NEW YORK CITY-As the Port Authority of New York and New Jersey continues to reinforce its focus on the region’s core roads, bridges and buses, its board voted on June 30 to authorize an additional $3.2 million toward the $180-million overhaul of the 47-year-old George Washington Bridge Bus Terminal in Washington Heights. The redevelopment project--supported by $100 million in private-sector funds and $83.2 million from the Port Authority--will quadruple the terminal’s retail space, create approximately 746 new jobs and update the facility’s aging infrastructure. It is scheduled for completion by the end of 2013.

The authority is working with developer George Washington Bridge Development Venture LLC in a public-private joint venture to repurpose the regional transportation hub into a revitalized transit and retail destination. The developer has agreed to renovate the bus station to include 21 new gates, a modernized waiting area and 125,000 square feet of retail, up from the current 30,000 square feet allotted for shops and eateries. The plan also includes improved linkages and transfers to MTA subway stations at 181st Street.

While Port Authority officials were unavailable to GlobeSt.com due to holiday outages, chairman David Samson says in a statement that the new terminal “will help ease the commute” for travelers going to-and-from Northern New Jersey and New York City by reducing traffic and streamlining bus operations. “At the same time, we’ll be putting more than 700 people to work, providing a major boost to the regional economy,” he says.

And while the financing of the project has been finalized, the timing of the project is crucial, as more people are coming into the city by bus than by rail to Manhattan’s central business districts, Port Authority executive director Chris Ward previously stated at a New York Building Congress address in April. Citing a 42% rise in bus travel over the last 25 years between New York and New Jersey, bus ridership has gone from 131,000 daily riders to 191,000. Given this rise in volume, Ward says in a statement that the redevelopment work will have a transformative effect on real estate in the neighborhood. “This bus station is part of the fabric of the Washington Heights community and this project will help the transformation now taking place there with better transportation and retail options for local residents,” he says.

On the local level, Ebenezer Smith, district manager for Community Board 12 representing the neighborhoods of Washington Heights and Inwood, tells GlobeSt.com that the redevelopment project could spur retail development outside the facility as well, adding big-box stores like Target and Marshalls to the area. And while generating foot traffic in the terminal is seen as a positive development for the community, Smith says negative impacts such as increased traffic or noise must be mediated before construction work begins. “Right now it is already congested,” he says.

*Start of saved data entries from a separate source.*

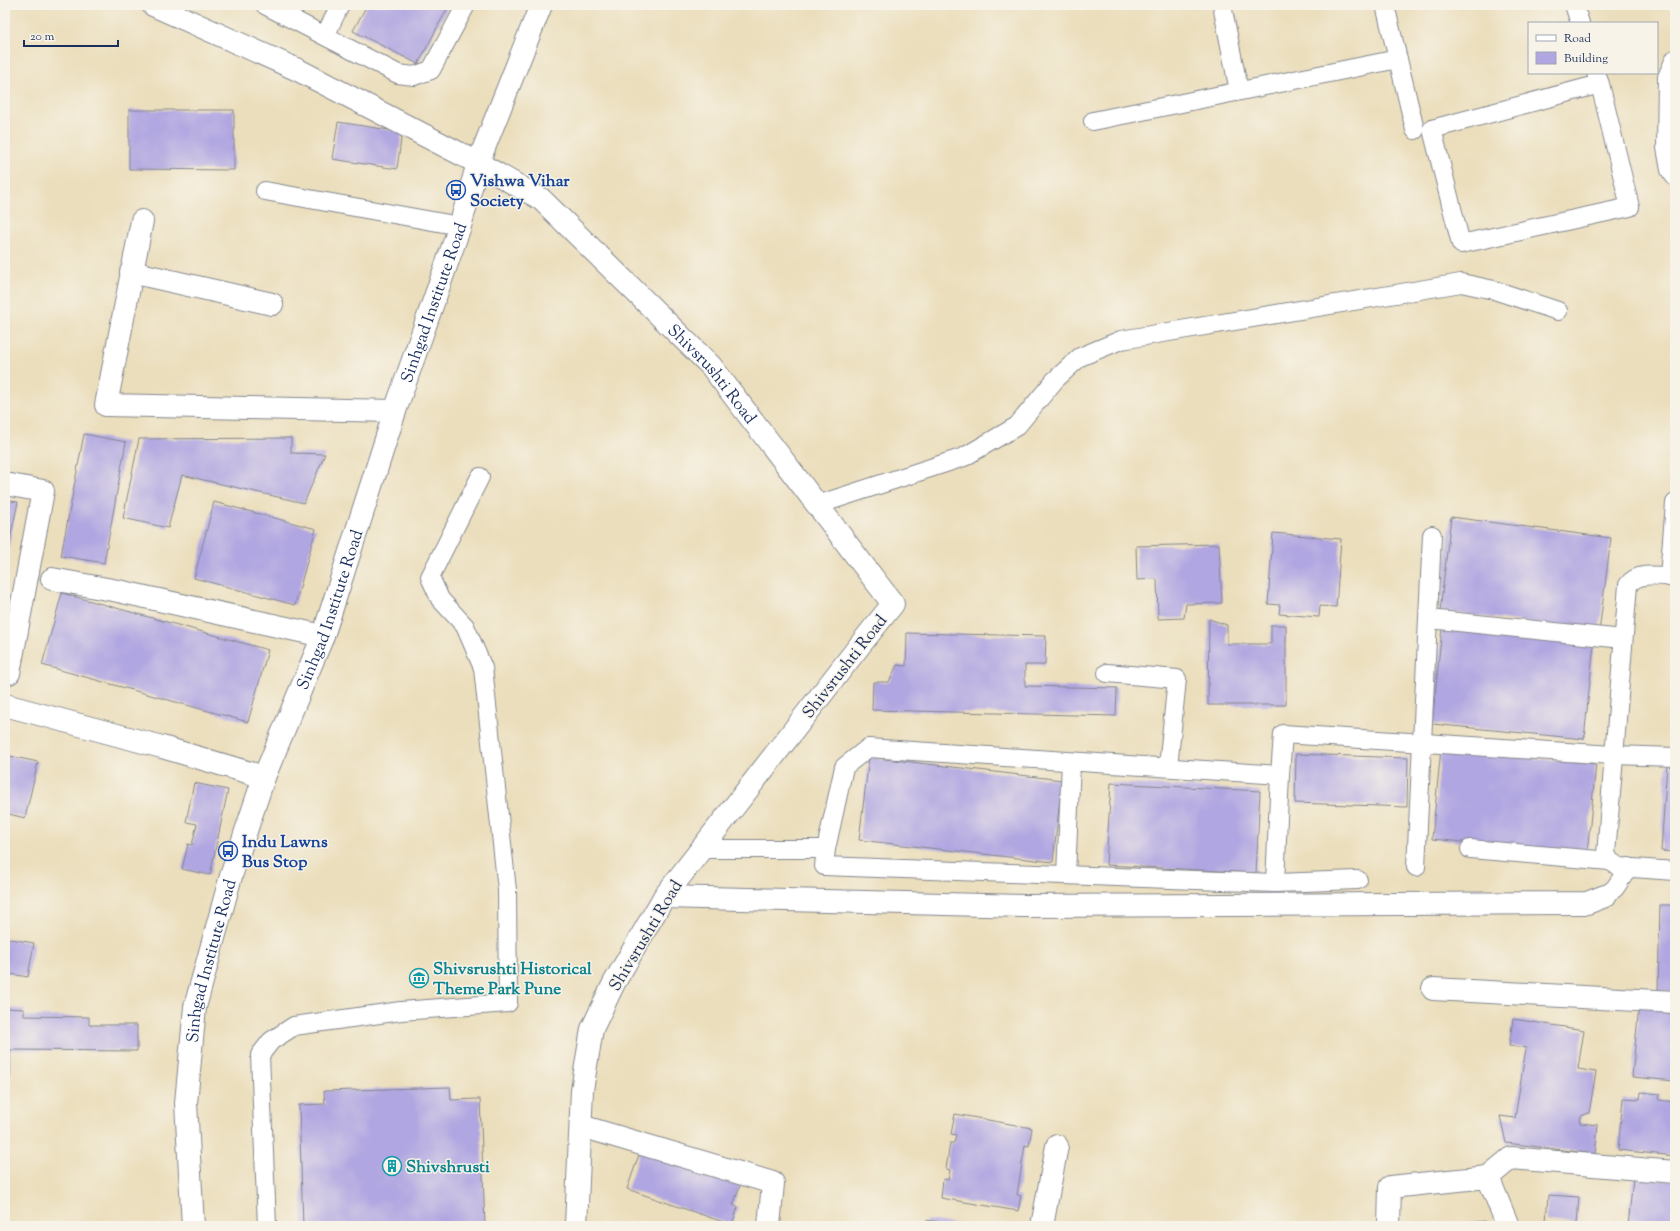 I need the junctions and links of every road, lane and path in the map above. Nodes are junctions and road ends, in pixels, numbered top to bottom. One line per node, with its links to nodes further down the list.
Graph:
1 (153, 5): 17 (street, Shivsrushti Road)
2 (265, 5): 10 (lane)
3 (340, 5): 10 (lane)
4 (466, 5): 10 (lane)
5 (541, 5): 17 (street, Sinhgad Institute Road)
6 (1222, 5): 14 (lane)
7 (1574, 5): 9 (lane)
8 (1387, 6): 11 (lane)
9 (1580, 22)
10 (325, 36)
11 (1398, 59): 14 (lane); 16 (lane)
12 (1675, 59): 18 (lane)
13 (1598, 78): 13 (lane)
14 (1239, 91): 15 (lane)
15 (1093, 121)
16 (1415, 130)
17 (478, 163): 21 (street, Sinhgad Institute Road); 29 (street, Shivsrushti Road)
18 (1675, 177)
19 (265, 191): 21 (lane)
20 (142, 221): 22 (street)
21 (460, 226): 25 (street, Sinhgad Institute Road)
22 (132, 272): 23 (street); 25 (street)
23 (272, 304)
24 (1558, 311): 29 (lane)
25 (395, 411): 34 (street, Sinhgad Institute Road)
26 (480, 476): 65 (lane)
27 (5, 484): 36 (street)
28 (1675, 503): 31 (lane)
29 (817, 505): 46 (street, Shivsrushti Road)
30 (1432, 535): 33 (lane)
31 (1672, 577): 35 (lane)
32 (52, 579): 34 (street)
33 (1429, 619): 35 (lane); 39 (lane)
34 (323, 636): 45 (street, Sinhgad Institute Road)
35 (1623, 639): 40 (lane)
36 (5, 672)
37 (1107, 673): 43 (lane)
38 (5, 705): 45 (street)
39 (1423, 744): 40 (lane); 44 (lane); 50 (lane)
40 (1614, 756): 41 (lane); 49 (lane)
41 (1675, 757)
42 (1071, 762): 43 (lane); 47 (lane); 53 (lane)
43 (1168, 767): 44 (lane)
44 (1280, 775): 55 (lane)
45 (264, 777): 64 (street, Sinhgad Institute Road)
46 (701, 849): 47 (lane); 57 (street, Shivsrushti Road)
47 (826, 849): 53 (lane)
48 (1470, 849): 49 (lane)
49 (1610, 861): 51 (lane)
50 (1416, 867)
51 (1629, 867): 52 (lane); 56 (lane)
52 (1675, 871)
53 (1066, 875): 55 (lane)
54 (1358, 880): 55 (lane)
55 (1276, 883)
56 (1605, 896): 57 (street)
57 (664, 897): 60 (street, Shivsrushti Road)
58 (1433, 989): 59 (street)
59 (1675, 1002)
60 (580, 1126): 66 (street, Shivsrushti Road); 67 (street)
61 (1057, 1146): 68 (street)
62 (1675, 1172): 63 (street)
63 (1488, 1177): 69 (street); 70 (street)
64 (193, 1226)
65 (267, 1226)
66 (576, 1226)
67 (770, 1226)
68 (1042, 1226)
69 (1389, 1226)
70 (1508, 1226) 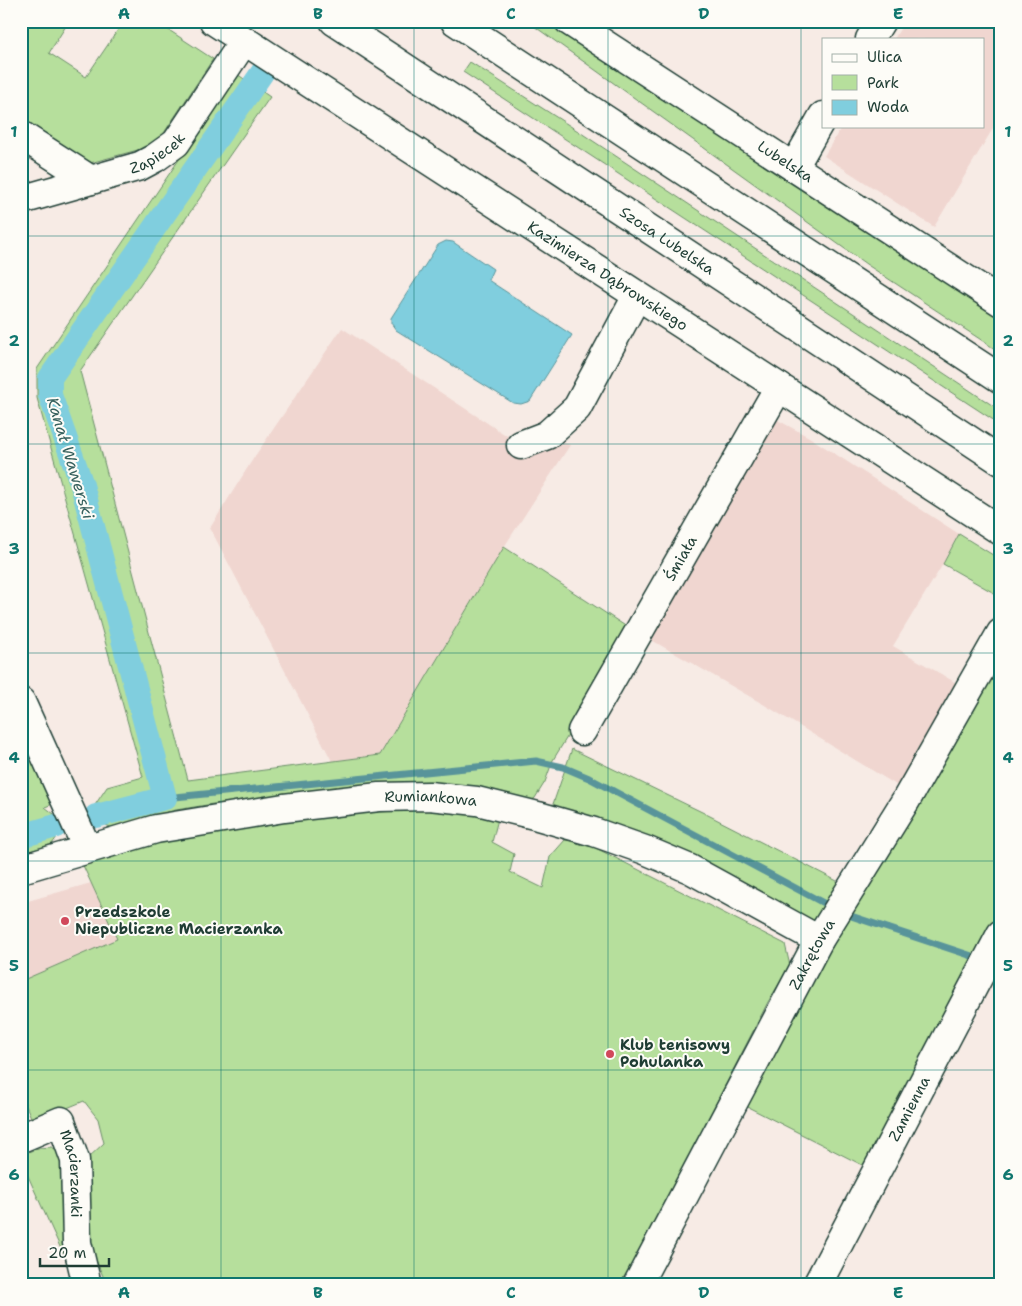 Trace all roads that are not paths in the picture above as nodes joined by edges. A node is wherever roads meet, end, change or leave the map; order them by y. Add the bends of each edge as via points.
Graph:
1 (214, 21) edge
2 (334, 21) edge
3 (454, 21) edge
4 (569, 21) edge
5 (881, 21) edge
6 (871, 38) edge
7 (244, 41) junction
8 (822, 118) edge
9 (21, 135) edge
10 (794, 167) junction
11 (91, 180) junction
12 (21, 200) edge
13 (637, 296) junction
14 (1001, 302) edge
15 (1001, 379) edge
16 (779, 387) junction
17 (521, 445) dead end
18 (1001, 461) edge
19 (1001, 531) edge
20 (1001, 633) edge
21 (21, 702) edge
22 (582, 731) dead end
23 (87, 848) junction
24 (21, 869) edge
25 (826, 929) junction
26 (999, 937) edge
27 (21, 1138) edge
28 (86, 1285) edge
29 (637, 1285) edge
30 (817, 1285) edge

1 - 7 main road, Kazimierza Dąbrowskiego
2 - 18 main road, Szosa Lubelska
3 - 15 main road
4 - 10 main road, Lubelska
5 - 6 main road
7 - 11 main road, Zapiecek via 176,143 140,166
7 - 13 main road, Kazimierza Dąbrowskiego
8 - 10 main road
9 - 11 main road
10 - 14 main road, Lubelska
11 - 12 main road, Zapiecek
13 - 16 main road, Kazimierza Dąbrowskiego
13 - 17 main road via 577,408 547,436
16 - 19 main road, Kazimierza Dąbrowskiego
16 - 22 main road, Śmiała
20 - 25 main road, Zakrętowa via 906,800
21 - 23 main road
23 - 24 main road, Rumiankowa
23 - 25 main road, Rumiankowa via 156,828 284,808 380,797 478,800 594,832 654,854
25 - 29 main road, Zakrętowa
26 - 30 main road, Zamienna
27 - 28 main road, Macierzanki via 61,1121 75,1160 77,1243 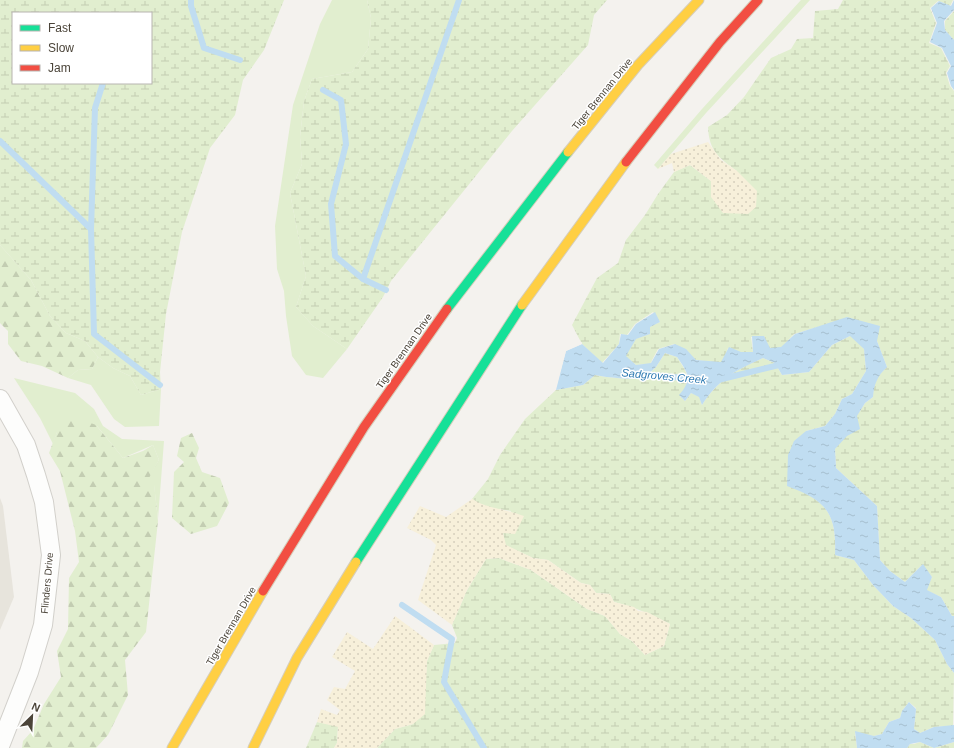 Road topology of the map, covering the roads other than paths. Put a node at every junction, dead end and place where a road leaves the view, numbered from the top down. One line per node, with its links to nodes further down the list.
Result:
1 (699, 0): 5 (main road, Tiger Brennan Drive)
2 (758, 0): 6 (main road)
3 (0, 399): 4 (street, Flinders Drive)
4 (0, 746)
5 (172, 748)
6 (253, 748)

Opened in 1963, the current GWB Bus Terminal consists of two, three-level buildings directly above the Trans-Manhattan Expressway on the west and east sides of Broadway. It serves between 15,000 to 20,000 commuters daily. In an e-mail, New York City Councilman Ydanis Rodriguez (D-Washington Heights), tells GlobeSt.com that the terminal is the "gateway" to the Northern Manhattan community, and the economic impact will help create 450 direct jobs and 300 indirect jobs overall. "In an area with disproportionately high unemployment, the prospect of hundreds of new, good-paying jobs is no small matter," Rodriguez says, in a statement. "My colleagues representing Northern Manhattan and I believe in the singular importance of this project and we are committed to working to see the project through to fruition."